Evolutionary biology was defined by Charles Darwin, but he had his critics, such as Alfred Russel Wallace, who added the theory of evolution as we know it today.
Now, AI has contributed its own research to this debate thanks to a recent study from the University of Essex published in Communications Biology.
Darwin and Wallace debated what drives the remarkable diversity we observe in nature, particularly the striking differences between males and females of the same species.
Strong sexual dimorphism and dichromatism is often most prominent in insects and birds.
Darwin proposed that the often flamboyant appearance of male members from the same species resulted from sexual selection, with females choosing their mates based on aesthetic preferences.
Wallace, however, countered that natural selection, acting on both sexes, was the primary force shaping these differences.
Dr. Jennifer Hoyal Cuthill from the University of Essex and her team embarked on a mission to unravel the evolutionary secrets of stunning birdwing group butterflies
As Dr. Hoyal Cuthill explained in a blog post, “For the first time, we are able to measure the visible extents of evolution to test how much variation is present in different biological groups and among both males and females.”
How the study worked
The researchers used AI to analyze an impressive 16,000 photographs of birdwing butterflies, representing 35 species and 131 subspecies, from the Natural History Museum in London.
Here’s the process:
- Curation and digitization: The museum’s extensive birdwing butterfly collection was carefully curated and digitized, providing high-quality photographs of both male and female specimens.
- AI training: The researchers trained an AI algorithm called ButterflyNet to recognize and group images based on their visual similarities, enabling the AI to identify patterns and variations among the butterflies.
- Embedding and analysis: ButterflyNet generated a multidimensional “butterfly space” where similar images were clustered together, allowing the researchers to examine evolutionary relationships and differences between species and sexes.

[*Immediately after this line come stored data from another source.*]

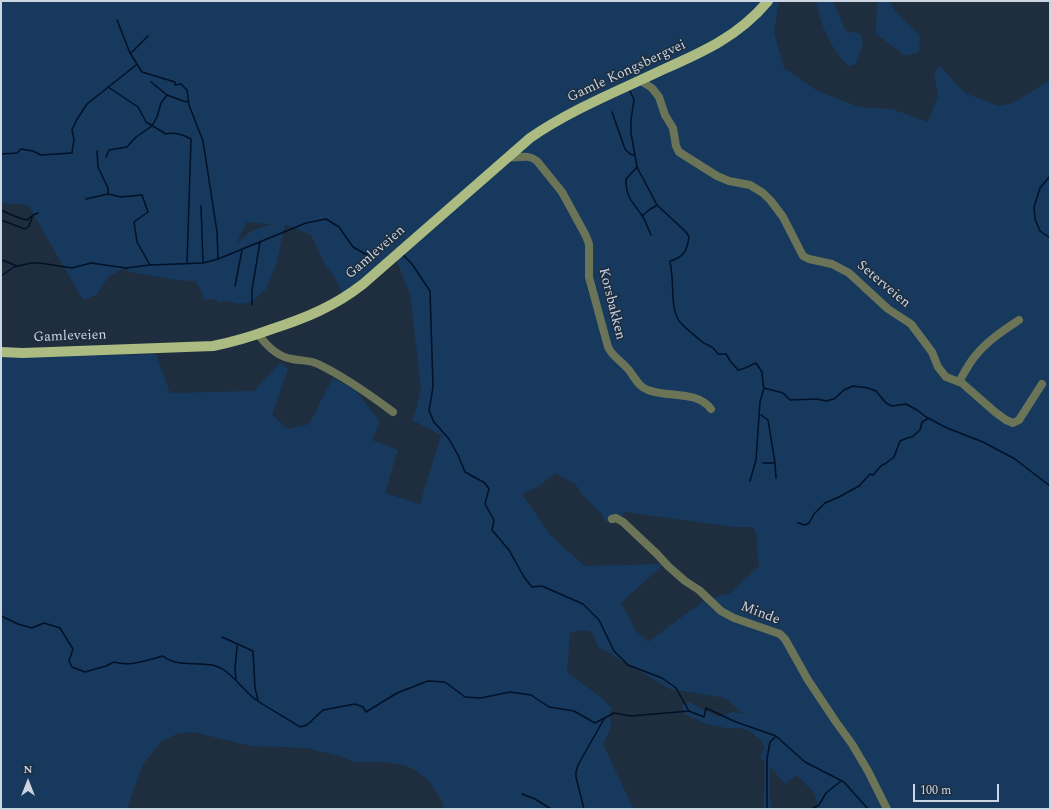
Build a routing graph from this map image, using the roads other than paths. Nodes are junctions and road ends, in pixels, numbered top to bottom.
1 (768, 1) edge
2 (641, 81) junction
3 (509, 157) junction
4 (497, 167) joint
5 (1019, 320) dead end
6 (258, 334) junction
7 (1, 352) edge
8 (958, 382) junction
9 (1042, 384) dead end
10 (711, 409) dead end
11 (393, 412) dead end
12 (612, 519) dead end
13 (887, 809) edge

1 - 2 main road, Gamle Kongsbergvei
2 - 3 main road, Gamle Kongsbergvei
2 - 8 street, Seterveien
3 - 4 main road, Gamle Kongsbergvei
3 - 10 street, Korsbakken
4 - 6 main road, Gamleveien
5 - 8 street
6 - 7 main road, Gamleveien
6 - 11 street
8 - 9 street, Seterveien
12 - 13 street, Minde

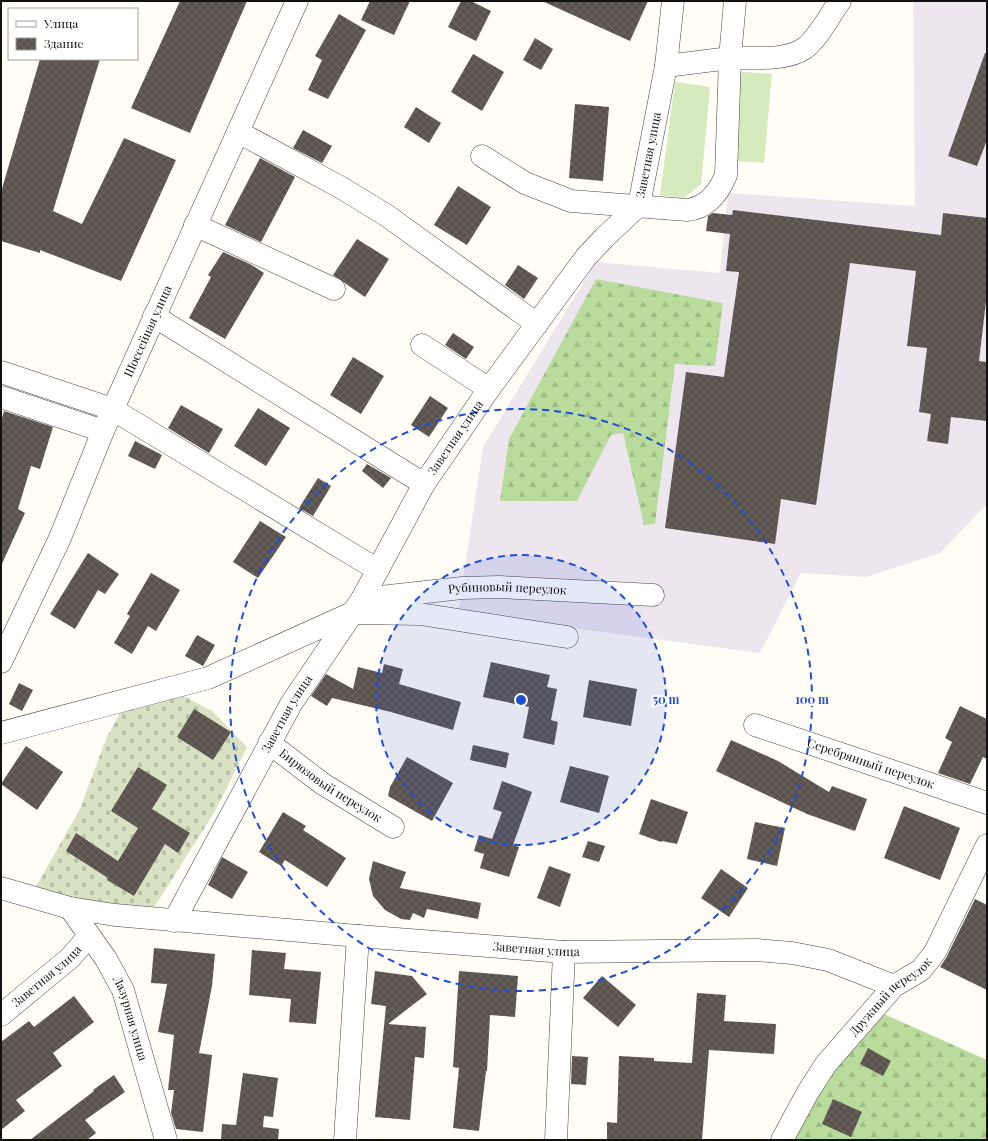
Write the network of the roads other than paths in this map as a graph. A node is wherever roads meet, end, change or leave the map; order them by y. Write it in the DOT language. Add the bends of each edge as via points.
graph roads {
  1 [pos="297,1"];
  2 [pos="673,1"];
  3 [pos="735,1"];
  4 [pos="840,1"];
  5 [pos="730,58"];
  6 [pos="666,66"];
  7 [pos="238,132"];
  8 [pos="482,156"];
  9 [pos="639,205"];
  10 [pos="196,225"];
  11 [pos="334,289"];
  12 [pos="154,316"];
  13 [pos="537,324"];
  14 [pos="422,345"];
  15 [pos="1,372"];
  16 [pos="489,388"];
  17 [pos="1,397"];
  18 [pos="112,409"];
  19 [pos="103,431"];
  20 [pos="424,484"];
  21 [pos="378,570"];
  22 [pos="653,595"];
  23 [pos="357,606"];
  24 [pos="567,637"];
  25 [pos="1,662"];
  26 [pos="755,725"];
  27 [pos="1,733"];
  28 [pos="269,743"];
  29 [pos="987,803"];
  30 [pos="393,828"];
  31 [pos="987,845"];
  32 [pos="1,888"];
  33 [pos="70,908"];
  34 [pos="174,921"];
  35 [pos="89,936"];
  36 [pos="358,936"];
  37 [pos="564,952"];
  38 [pos="894,986"];
  39 [pos="1,1015"];
  40 [pos="166,1140"];
  41 [pos="345,1140"];
  42 [pos="556,1140"];
  43 [pos="782,1140"];
  1 -- 7 [label="street, Шоссейная улица"];
  2 -- 6 [label="street, Заветная улица"];
  3 -- 5 [label="street"];
  4 -- 5 [label="street" via="805,48 793,54 779,56"];
  5 -- 6 [label="street"];
  5 -- 9 [label="street" via="727,166 718,190 703,206 695,209"];
  6 -- 9 [label="street, Заветная улица"];
  7 -- 10 [label="street, Шоссейная улица"];
  7 -- 13 [label="street" via="386,215"];
  8 -- 9 [label="street" via="525,183 571,201 587,204"];
  9 -- 13 [label="street, Заветная улица" via="586,257"];
  10 -- 11 [label="street"];
  10 -- 12 [label="street, Шоссейная улица"];
  12 -- 18 [label="street, Шоссейная улица"];
  12 -- 20 [label="street"];
  13 -- 16 [label="street, Заветная улица"];
  14 -- 16 [label="street"];
  15 -- 18 [label="street"];
  16 -- 20 [label="street, Заветная улица"];
  17 -- 19 [label="street"];
  18 -- 19 [label="street, Шоссейная улица"];
  18 -- 21 [label="street"];
  19 -- 25 [label="street, Шоссейная улица" via="60,538"];
  20 -- 21 [label="street, Заветная улица"];
  21 -- 23 [label="street, Заветная улица"];
  22 -- 23 [label="street, Рубиновый переулок" via="499,587 462,588"];
  23 -- 24 [label="street"];
  23 -- 27 [label="street" via="208,678"];
  23 -- 28 [label="street, Заветная улица" via="291,704"];
  26 -- 29 [label="street, Серебрянный переулок"];
  28 -- 30 [label="street, Бирюзовый переулок" via="323,784"];
  28 -- 34 [label="street, Заветная улица"];
  31 -- 38 [label="street, Дружный переулок" via="935,952 921,970"];
  32 -- 33 [label="street, Заветная улица"];
  33 -- 34 [label="street, Заветная улица"];
  33 -- 35 [label="street, Лазурная улица"];
  34 -- 36 [label="street, Заветная улица"];
  35 -- 39 [label="street, Заветная улица" via="70,958"];
  35 -- 40 [label="street, Лазурная улица" via="106,959 123,990"];
  36 -- 37 [label="street, Заветная улица"];
  36 -- 41 [label="street"];
  37 -- 38 [label="street, Заветная улица" via="757,950 792,953 828,960"];
  37 -- 42 [label="street"];
  38 -- 43 [label="street, Дружный переулок" via="826,1064"];
}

- Genetic validation: To confirm the biological significance of the AI’s findings, the machine-learned embeddings were compared with genetic data, ensuring alignment with the evolutionary history of the birdwing butterflies.
- Quantifying sexual variation: The team developed a new measure called the “sexual disparity difference” to quantify the extent of variation between males and females, providing insights into the contributions of each sex to overall diversity.
The study’s findings supported both Darwin’s and Wallace’s theories.
Male birdwing butterflies generally exhibited more distinct shapes and patterns compared to females, aligning with Darwin’s idea of sexual selection.
However, the research also revealed substantial variation among females, particularly in the genus Troides.
Particularly, some female butterflies displayed greater diversity than their male counterparts, supporting Wallace’s hypothesis that natural selection can drive divergence in female phenotypes.
Dr. Hoyal Cuthill explained the findings: “Birdwings have been described as among the most beautiful butterflies in the world. This study gives us new insights into the evolution of their remarkable but endangered diversity.”
She adds, “High visible diversity among male butterflies supports the real-world importance of sexual selection from female mate choice on male variation, as originally suggested by Darwin. Cases where female butterflies are more visibly diverse than the males of their species, support an additional, important role for naturally selected female variation in inter-species diversity, as suggested by Wallace.”
This isn’t the first time AI has been applied to evolutionary biology. Not long ago, researchers from Colorado State University developed an AI system to explore how elephants communicate.
Researchers found that elephants call each other by name, similar to humans.
One of the cornerstones of Darwin’s theory of evolution was that animals, like humans, evolved skills like language for similar benefits to their survival.
The study’s authors described that elephants likely developed similar communication methods as humans due to their need to socialize and work together in groups.
As Dr. Hoyal Cuthill, from the School of Life Sciences, described: “This is an exciting time, when machine learning is enabling new, large-scale tests of longstanding questions in evolutionary science.”